• Dataset items:
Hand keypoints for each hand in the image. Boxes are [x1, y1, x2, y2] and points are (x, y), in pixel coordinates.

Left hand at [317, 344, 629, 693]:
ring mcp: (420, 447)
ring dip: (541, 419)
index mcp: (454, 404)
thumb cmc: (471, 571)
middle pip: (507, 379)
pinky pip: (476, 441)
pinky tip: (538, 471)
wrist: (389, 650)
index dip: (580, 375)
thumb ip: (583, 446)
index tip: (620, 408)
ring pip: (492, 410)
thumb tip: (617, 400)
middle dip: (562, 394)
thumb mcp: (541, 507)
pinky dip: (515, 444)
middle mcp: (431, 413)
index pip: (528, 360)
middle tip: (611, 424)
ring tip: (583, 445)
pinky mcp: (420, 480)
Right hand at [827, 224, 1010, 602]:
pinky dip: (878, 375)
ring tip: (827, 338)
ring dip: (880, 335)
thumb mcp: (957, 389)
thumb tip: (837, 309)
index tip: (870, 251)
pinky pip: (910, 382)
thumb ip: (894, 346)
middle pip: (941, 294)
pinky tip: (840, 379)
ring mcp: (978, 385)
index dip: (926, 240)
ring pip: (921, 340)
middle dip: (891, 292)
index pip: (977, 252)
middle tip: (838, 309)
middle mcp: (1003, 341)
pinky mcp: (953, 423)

• Work instructions:
The word "hand" appears in some lines above. Return every one of those lines.

• Result:
Hand keypoints for each hand in the image. Boxes are [x1, y1, x2, y2] and points are (x, y), in pixel coordinates.
Left hand at [317, 344, 629, 693]:
Right hand at [827, 224, 1010, 602]:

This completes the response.